Write out nothing but the lines from the first line of the entries below through the line with "I need the junctions"; no pictures go in.

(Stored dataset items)
· · · ·

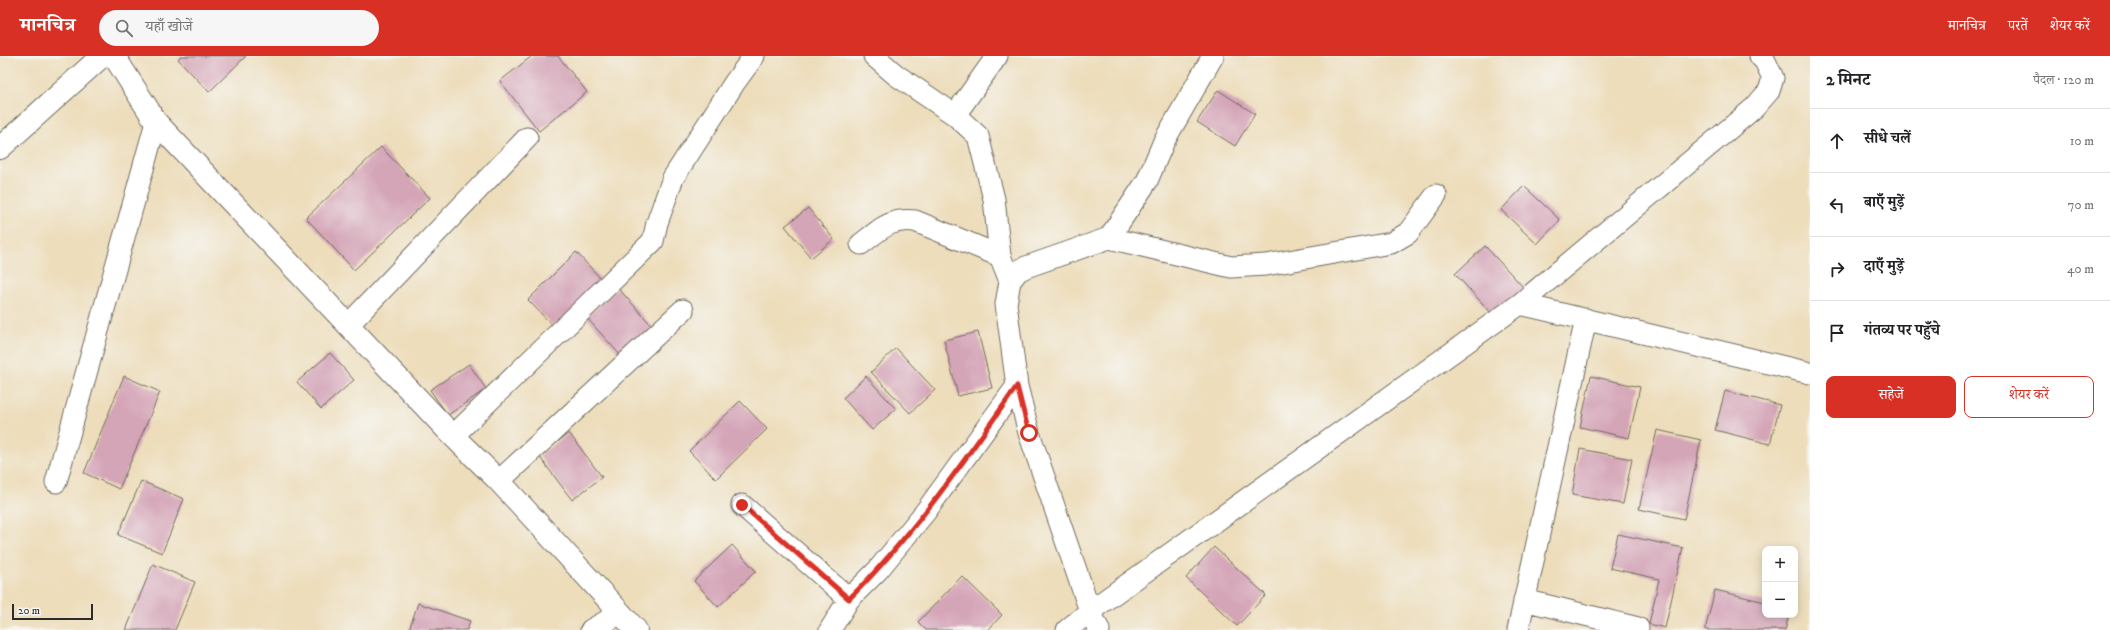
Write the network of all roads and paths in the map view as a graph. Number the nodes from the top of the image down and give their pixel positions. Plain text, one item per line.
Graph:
1 (102, 56) edge
2 (114, 56) edge
3 (754, 56) edge
4 (874, 56) edge
5 (997, 56) edge
6 (1213, 56) edge
7 (1760, 56) edge
8 (955, 115) junction
9 (156, 122) junction
10 (527, 138) dead end
11 (0, 148) edge
12 (1436, 195) dead end
13 (1109, 238) junction
14 (861, 244) dead end
15 (1000, 256) junction
16 (1010, 281) junction
17 (1520, 304) junction
18 (683, 310) dead end
19 (1586, 319) junction
20 (349, 324) junction
21 (1810, 373) edge
22 (1017, 386) junction
23 (453, 436) junction
24 (499, 481) junction
25 (56, 482) dead end
26 (742, 505) dead end
27 (849, 599) junction
28 (1524, 600) junction
29 (1090, 611) junction
30 (621, 613) junction
31 (1638, 628) dead end
32 (591, 630) edge
33 (636, 630) edge
34 (830, 630) edge
35 (1067, 630) edge
36 (1099, 630) edge
37 (1518, 630) edge

1 - 11 street
2 - 9 street
3 - 23 street
4 - 8 street
5 - 8 street
6 - 13 street
7 - 17 street
8 - 15 street
9 - 20 street
9 - 25 street
10 - 20 street
12 - 13 street
13 - 16 street
14 - 15 street
15 - 16 street
16 - 22 street
17 - 19 street
17 - 29 street
18 - 24 street
19 - 21 street
19 - 28 street
20 - 23 street
22 - 27 street
22 - 29 street
23 - 24 street
24 - 30 street
26 - 27 street
27 - 34 street
28 - 31 street
28 - 37 street
29 - 35 street
29 - 36 street
30 - 32 street
30 - 33 street

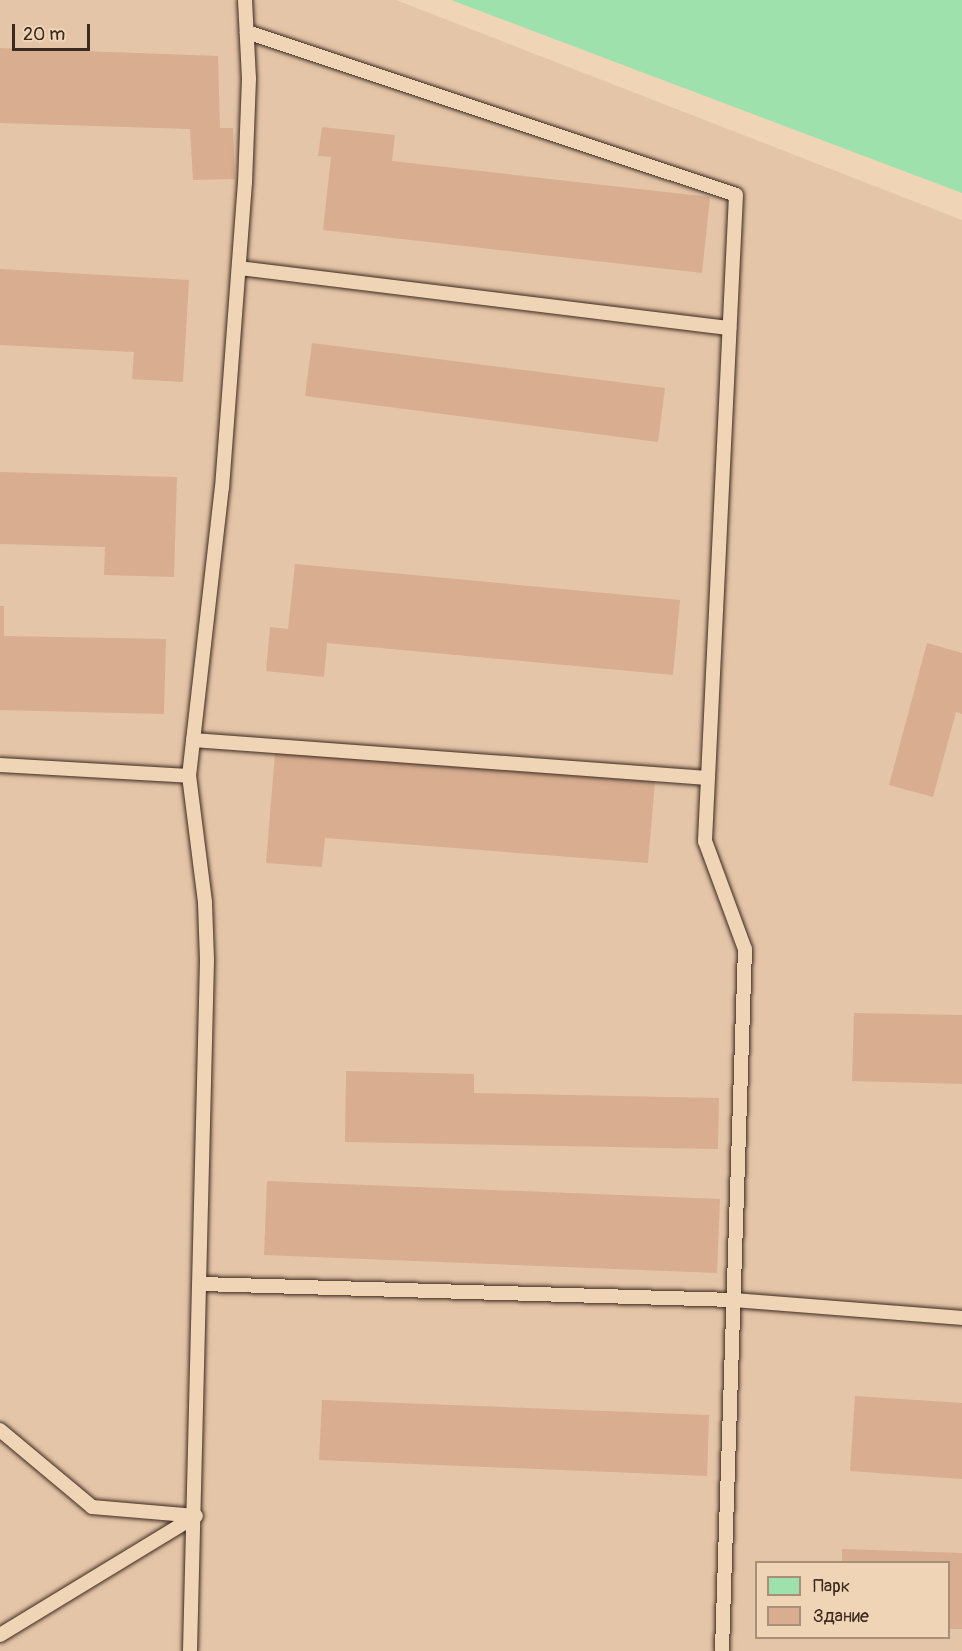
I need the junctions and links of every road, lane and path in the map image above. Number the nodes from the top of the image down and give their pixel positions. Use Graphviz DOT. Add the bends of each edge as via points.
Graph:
graph roads {
  1 [pos="245,0"];
  2 [pos="247,32"];
  3 [pos="239,268"];
  4 [pos="729,328"];
  5 [pos="194,740"];
  6 [pos="0,765"];
  7 [pos="189,776"];
  8 [pos="708,778"];
  9 [pos="201,1284"];
  10 [pos="734,1300"];
  11 [pos="962,1318"];
  12 [pos="0,1430"];
  13 [pos="196,1515"];
  14 [pos="0,1635"];
  15 [pos="190,1651"];
  16 [pos="722,1651"];
  1 -- 2 [label="lane"];
  2 -- 3 [label="lane" via="249,79"];
  2 -- 4 [label="lane" via="736,195"];
  3 -- 4 [label="lane"];
  3 -- 5 [label="lane" via="222,488"];
  4 -- 8 [label="lane"];
  5 -- 7 [label="lane"];
  5 -- 8 [label="lane"];
  6 -- 7 [label="lane"];
  7 -- 9 [label="lane" via="207,948"];
  8 -- 10 [label="lane" via="705,841 745,949"];
  9 -- 10 [label="lane"];
  9 -- 13 [label="lane"];
  10 -- 11 [label="lane"];
  10 -- 16 [label="lane"];
  12 -- 13 [label="lane" via="92,1507"];
  13 -- 14 [label="lane"];
  13 -- 15 [label="lane"];
}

· · · ·

* **Reply to the exercise**
Write the network of all roads and paths in the map view as a graph. Number the nodes from the top of the image down and give their pixel positions. Plain text, one item per line.
Graph:
1 (102, 56) edge
2 (114, 56) edge
3 (754, 56) edge
4 (874, 56) edge
5 (997, 56) edge
6 (1213, 56) edge
7 (1760, 56) edge
8 (955, 115) junction
9 (156, 122) junction
10 (527, 138) dead end
11 (0, 148) edge
12 (1436, 195) dead end
13 (1109, 238) junction
14 (861, 244) dead end
15 (1000, 256) junction
16 (1010, 281) junction
17 (1520, 304) junction
18 (683, 310) dead end
19 (1586, 319) junction
20 (349, 324) junction
21 (1810, 373) edge
22 (1017, 386) junction
23 (453, 436) junction
24 (499, 481) junction
25 (56, 482) dead end
26 (742, 505) dead end
27 (849, 599) junction
28 (1524, 600) junction
29 (1090, 611) junction
30 (621, 613) junction
31 (1638, 628) dead end
32 (591, 630) edge
33 (636, 630) edge
34 (830, 630) edge
35 (1067, 630) edge
36 (1099, 630) edge
37 (1518, 630) edge

1 - 11 street
2 - 9 street
3 - 23 street
4 - 8 street
5 - 8 street
6 - 13 street
7 - 17 street
8 - 15 street
9 - 20 street
9 - 25 street
10 - 20 street
12 - 13 street
13 - 16 street
14 - 15 street
15 - 16 street
16 - 22 street
17 - 19 street
17 - 29 street
18 - 24 street
19 - 21 street
19 - 28 street
20 - 23 street
22 - 27 street
22 - 29 street
23 - 24 street
24 - 30 street
26 - 27 street
27 - 34 street
28 - 31 street
28 - 37 street
29 - 35 street
29 - 36 street
30 - 32 street
30 - 33 street

I need the junctions and links of every road, lane and path in the map image above. Number the nodes from the top of the image down and give their pixel positions. Use Graphviz DOT. Add the bends of each edge as via points.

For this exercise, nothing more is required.